What is very strange is that the second and third reads are always close to accurate.

    Is the micro-controller going to sleep and needs to wake up ( but too slow) for the first read?    I can see that I could read multiple times and throw away the first read but it bothers me not understanding why this is happening.


may be the sample and hold is in hold state between two conversion


I mentioned the source impedance as a key factor in erratic analog reading as a product of my own experience. Afterwards, I found what the ADC Atmel's specs suggests.

Analog inputs in Arduino Due have an input leakage of +-0.5uA and an input capacitance of 8pF (see page 1420), which means that high impedance voltage sources will not generate the readings you expect. You can say: wait a minute. That's nothing! But let's take a closer look:

As I showed you in my previous post, Atmel suggests a source resistance of 14Kohm (for 10 bit) at 20MHz of ADC clock. Why?

If the circuit connected to the analog pin does not source or sink up to 0.5uA of DC leakage, the voltage at the analog pin will change (simple Maximum power transfer theorem). Let's suppose the change is minimum: 2 LSB. For 10-bit this will be about 7mV (our max Vadvref is 3.6v). Thus the resistive component of our source impedance should be limited lower than 7mV/0.5uA = 0.007/0.0000005 = 14kohm that corresponds with the table. Remember that I am not considering the capacitive reactance: for 8 pF and 20MHz of the ADC clock, the aditional impedance is 1K, then we have to add 8K to the source impedance which gives us a total of 15Kohm.

Let's forget for now the numbers and take a look at the real thing. The easiest way to see how the analog reading changes with the source impedance is connecting different potentiometers.

If you use a 10K or smaller pot, the analog readings are always correct (independently of the delay value). Please, corroborate that for me.
If you use pots greater than 470K, the analog readings will start to change depending on the delay value. Slightly with smaller pot values and low ref voltages. Please, corroborate also that for me.

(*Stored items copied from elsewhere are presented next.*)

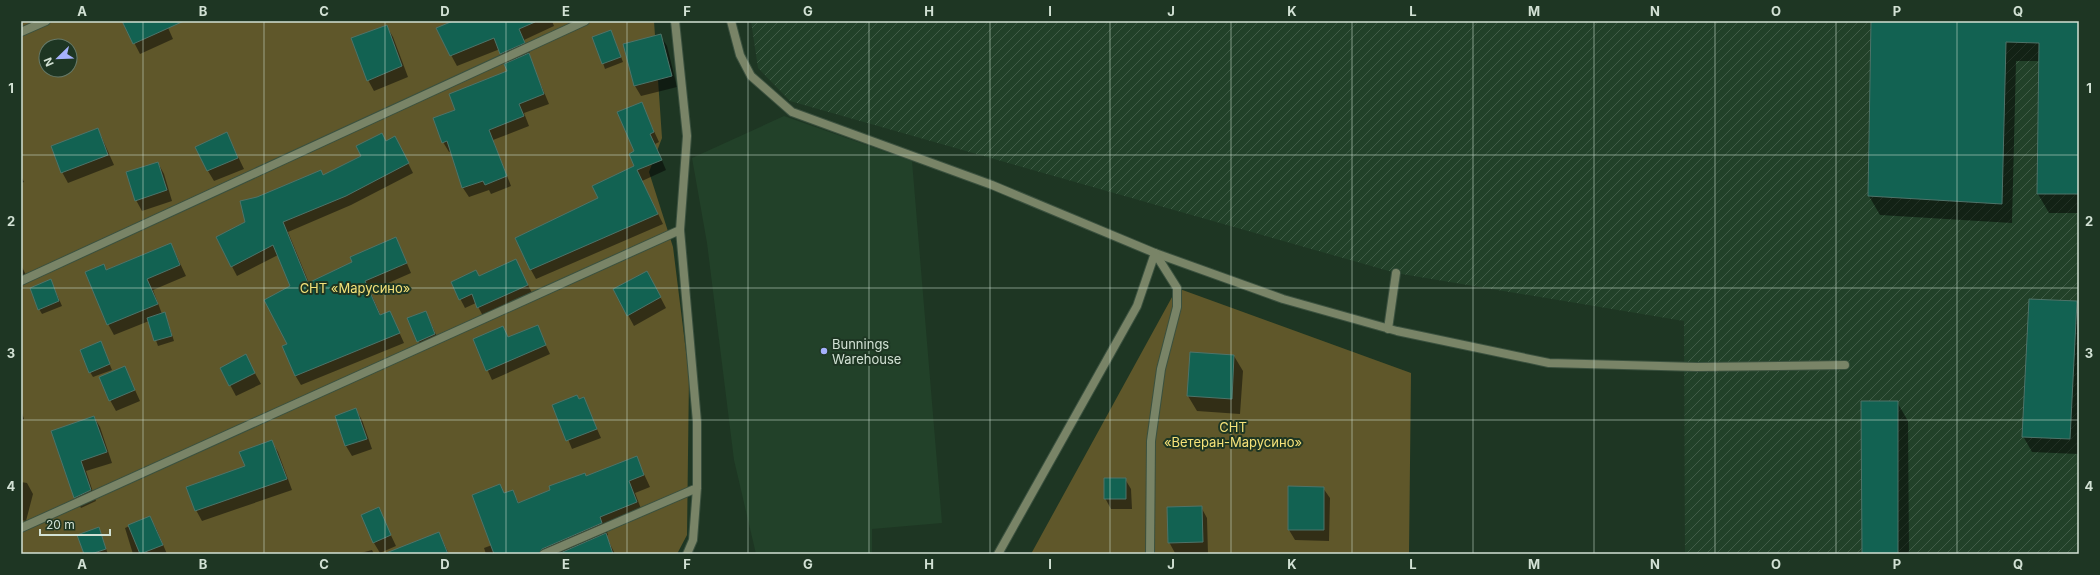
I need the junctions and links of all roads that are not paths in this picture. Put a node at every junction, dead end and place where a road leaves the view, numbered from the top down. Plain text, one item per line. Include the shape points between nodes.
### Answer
1 (46, 21) edge
2 (585, 21) edge
3 (675, 21) edge
4 (731, 21) edge
5 (21, 32) edge
6 (680, 230) junction
7 (1155, 253) junction
8 (1396, 273) dead end
9 (21, 280) edge
10 (1388, 329) junction
11 (1845, 366) dead end
12 (697, 488) junction
13 (21, 528) edge
14 (544, 554) edge
15 (687, 554) edge
16 (998, 554) edge
17 (1150, 554) edge

1 - 5 street
2 - 9 street
3 - 6 street via 687,136
4 - 7 street via 740,55 750,76 792,112 992,185
6 - 12 street via 698,422
6 - 13 street
7 - 10 street via 1284,299
7 - 16 street via 1137,306
7 - 17 street via 1177,288 1177,307 1161,369 1151,441
8 - 10 street
10 - 11 street via 1548,363 1697,367
12 - 14 street
12 - 15 street via 693,540

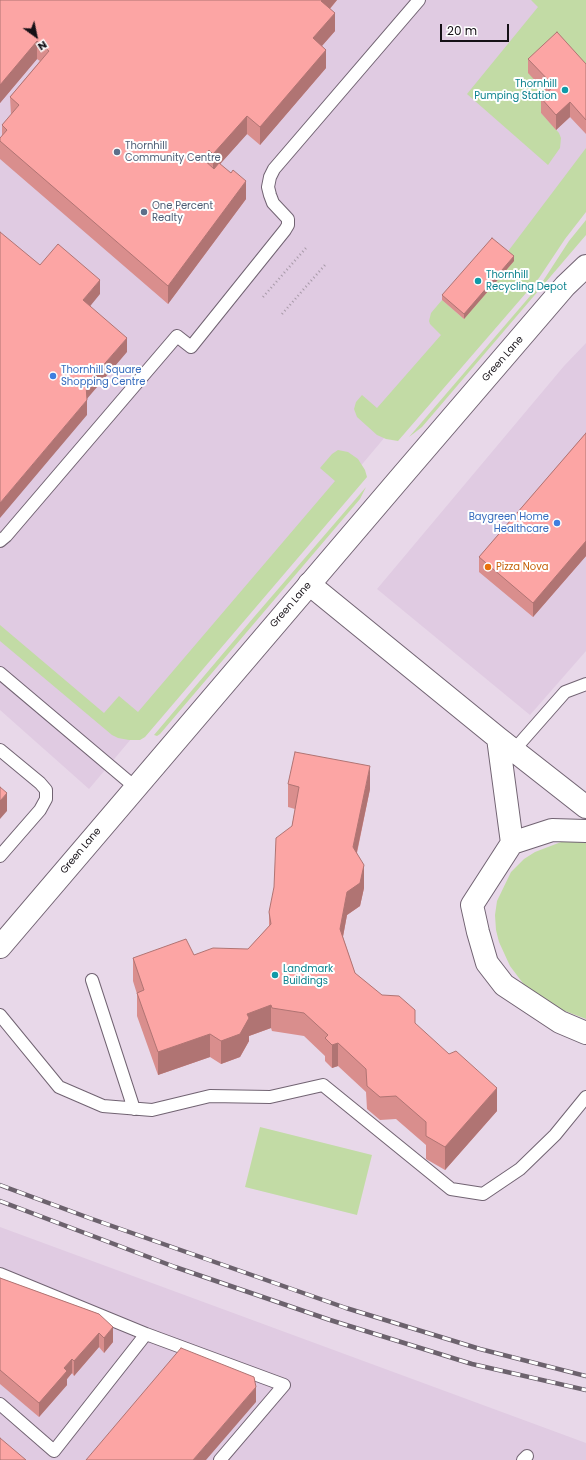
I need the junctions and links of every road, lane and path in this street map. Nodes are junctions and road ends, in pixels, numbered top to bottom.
1 (419, 0) edge
2 (306, 248) dead end
3 (325, 265) dead end
4 (586, 266) edge
5 (263, 297) dead end
6 (282, 314) dead end
7 (0, 542) edge
8 (309, 584) junction
9 (0, 673) edge
10 (586, 684) edge
11 (506, 744) junction
12 (0, 750) edge
13 (135, 787) junction
14 (586, 807) edge
15 (586, 831) edge
16 (512, 843) junction
17 (0, 856) edge
18 (0, 946) edge
19 (92, 980) dead end
20 (0, 1015) edge
21 (586, 1034) edge
22 (586, 1097) edge
23 (134, 1109) junction
24 (0, 1274) edge
25 (146, 1334) junction
26 (0, 1404) edge
27 (220, 1460) edge

1 - 7 lane
2 - 5 path
3 - 6 path
4 - 8 street, Green Lane
8 - 11 street
8 - 13 street, Green Lane
9 - 13 lane
10 - 11 lane
11 - 14 street
11 - 16 street
12 - 17 lane
13 - 18 street, Green Lane
15 - 16 street
16 - 21 street
19 - 23 lane
20 - 23 lane
22 - 23 lane
24 - 25 lane
25 - 26 lane
25 - 27 lane

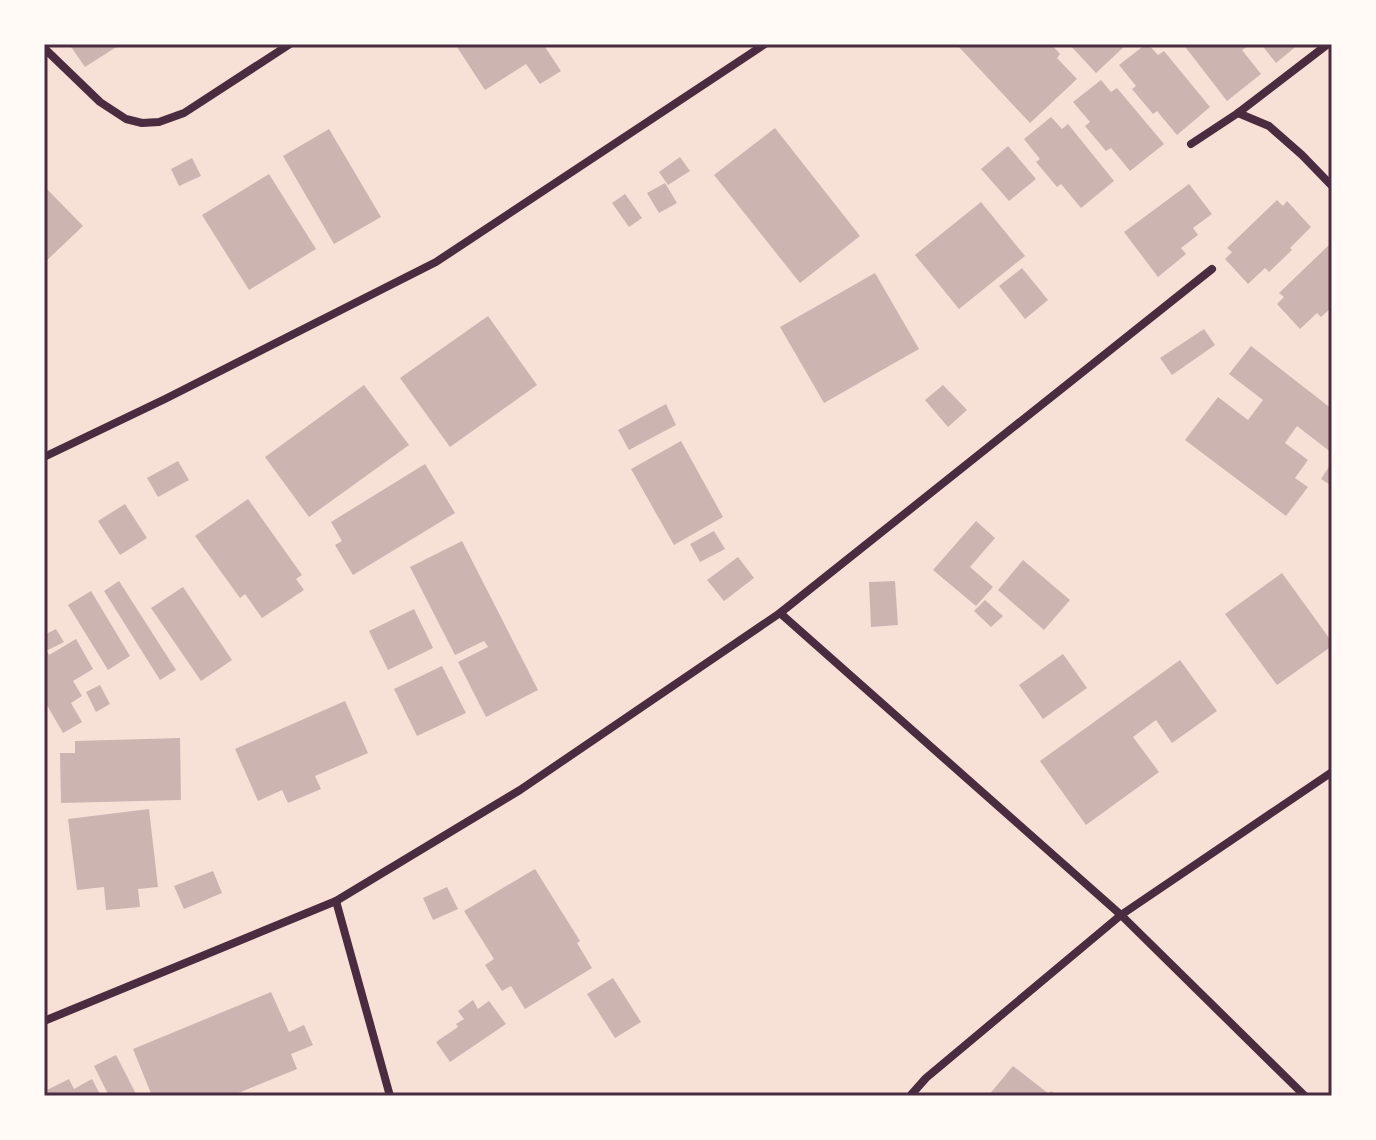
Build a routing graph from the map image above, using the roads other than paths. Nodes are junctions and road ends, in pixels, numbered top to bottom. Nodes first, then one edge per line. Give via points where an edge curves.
1 (290, 44) edge
2 (765, 44) edge
3 (1328, 44) edge
4 (44, 48) edge
5 (1238, 113) junction
6 (1191, 144) dead end
7 (1332, 186) edge
8 (1212, 269) dead end
9 (44, 457) edge
10 (780, 613) junction
11 (1332, 772) edge
12 (336, 901) junction
13 (1121, 915) junction
14 (44, 1021) edge
15 (390, 1096) edge
16 (910, 1096) edge
17 (1305, 1096) edge

1 - 4 street via 184,113 142,123 100,102
2 - 9 street via 436,262
3 - 5 street
5 - 6 street
5 - 7 street via 1269,126
8 - 10 street
10 - 12 street via 520,790
10 - 13 street
11 - 13 street
12 - 14 street
12 - 15 street
13 - 16 street
13 - 17 street

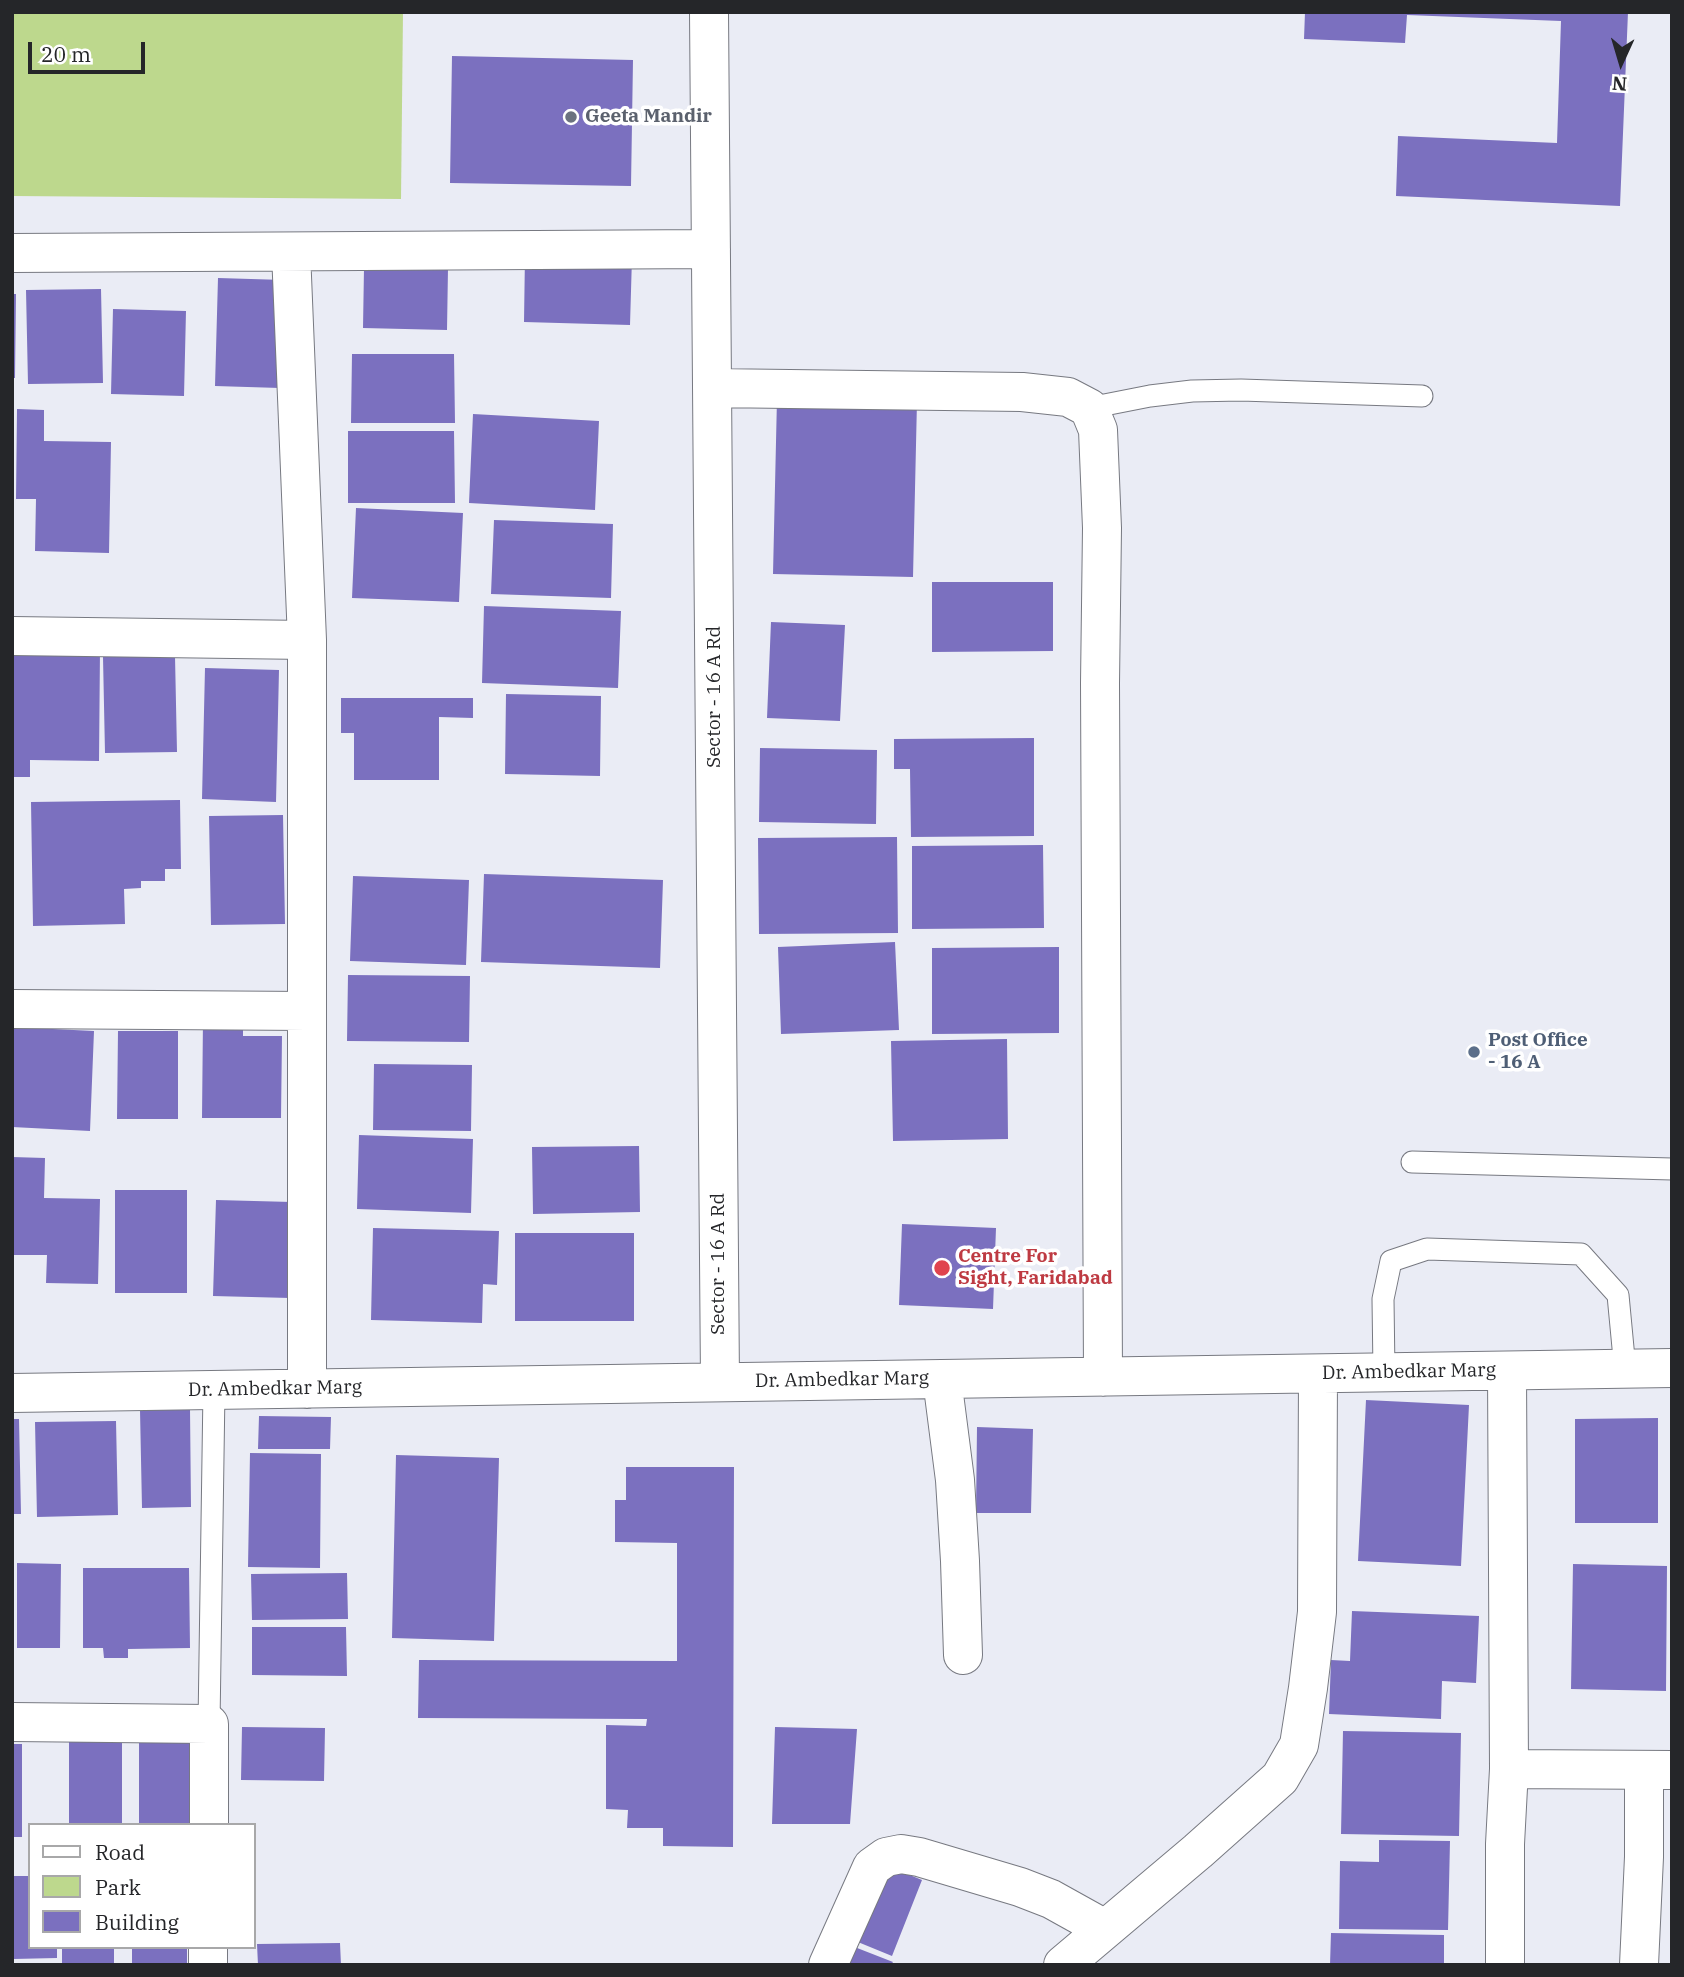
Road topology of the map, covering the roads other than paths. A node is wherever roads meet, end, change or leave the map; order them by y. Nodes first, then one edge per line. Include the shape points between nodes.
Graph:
1 (709, 12) edge
2 (711, 249) junction
3 (291, 252) junction
4 (12, 253) edge
5 (712, 388) junction
6 (1422, 396) dead end
7 (1089, 408) junction
8 (12, 636) edge
9 (307, 640) junction
10 (12, 1009) edge
11 (307, 1011) junction
12 (1412, 1162) dead end
13 (1672, 1169) edge
14 (1672, 1368) edge
15 (1625, 1369) junction
16 (1507, 1371) junction
17 (1384, 1372) junction
18 (1318, 1374) junction
19 (1103, 1377) junction
20 (942, 1379) junction
21 (720, 1382) junction
22 (307, 1389) junction
23 (214, 1390) junction
24 (12, 1393) edge
25 (963, 1655) dead end
26 (12, 1722) edge
27 (209, 1724) junction
28 (1509, 1769) junction
29 (1658, 1770) edge
30 (209, 1823) edge
31 (1105, 1929) junction
32 (828, 1965) edge
33 (1063, 1965) edge
34 (1505, 1965) edge
35 (1639, 1965) edge

1 - 2 street, Sector - 16 A Rd
2 - 3 street
2 - 5 street, Sector - 16 A Rd
3 - 4 street
3 - 9 street
5 - 7 street via 1022,392 1068,397
5 - 21 street, Sector - 16 A Rd
6 - 7 lane via 1192,391
7 - 19 street via 1098,430 1102,528
8 - 9 street
9 - 11 street
10 - 11 street
11 - 22 street
12 - 13 lane
14 - 15 street, Dr. Ambedkar Marg
15 - 16 street, Dr. Ambedkar Marg
15 - 17 lane via 1618,1295 1581,1254 1427,1249 1391,1261 1383,1299
16 - 17 street, Dr. Ambedkar Marg
16 - 28 street
17 - 18 street, Dr. Ambedkar Marg
18 - 19 street, Dr. Ambedkar Marg
18 - 31 street via 1317,1612 1299,1745 1280,1778
19 - 20 street, Dr. Ambedkar Marg
20 - 21 street, Dr. Ambedkar Marg
20 - 25 street via 955,1480
21 - 22 street, Dr. Ambedkar Marg
22 - 23 street, Dr. Ambedkar Marg
23 - 24 street, Dr. Ambedkar Marg
23 - 27 lane
26 - 27 street
27 - 30 street
28 - 29 street
28 - 34 street
29 - 35 street via 1644,1857
31 - 32 street via 1020,1887 901,1854 872,1867
31 - 33 street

Conclusion: High source impedances will change the analog readings.


Hello Palliser,
   I was not disagreeing with you.  From my own experience I too know first hand that source impedance can matter.
If you read my post again, I have always been using a low impedance source.

So I have already confirmed - incorrect readings with a low impedance source.


Hi ela55,

Could it have something to do with this nugget (From the datasheet)?:
Quote, "ADC: Wrong First Conversions", Page 1454 of the datasheet:
The first conversions done by the ADC may be erroneous if the maximum gain (x4 in single
ended or x2 in differential mode) is not used. The issue appears after the power-up or if a conversion
has not been occurred for 1 minute.



Hello Chris,
Thank you for that.  Nice find.  Guess I should have started at the Errata :)

I have been off trying all sorts of code modifications/timings/sleep modes etc.

Looks like a pain but I will try one of the work-a-rounds.

Thanks again for the effort.


Looks like I read 17 times and throw away 16 of them.
Hope that gets fixed soon.

I implemented the 16 dummy reads and that worked ok but I did not like wasting all that time.

I then implemented the second option of a dummy conversion using gain =4 and offset =1, feeding ADVREF/2 to that dummy analog pin.
This seemed to produce slightly more accurate results and of course wasted much less time.

Best of luck to anyone else stuck with this errata issue.   Thanks again to you Chris,   I have been away from needing to reference errata sheets for a some time now.
Quite the refresher course on where to start when issues do not seem to make any sense!


Glad to help.

I thought that I had stumbled upon this when ringing out the DUE, but I wasn't sure... and it wasn't part of the project at hand.

I'm happy (and sad) that you could confirm it.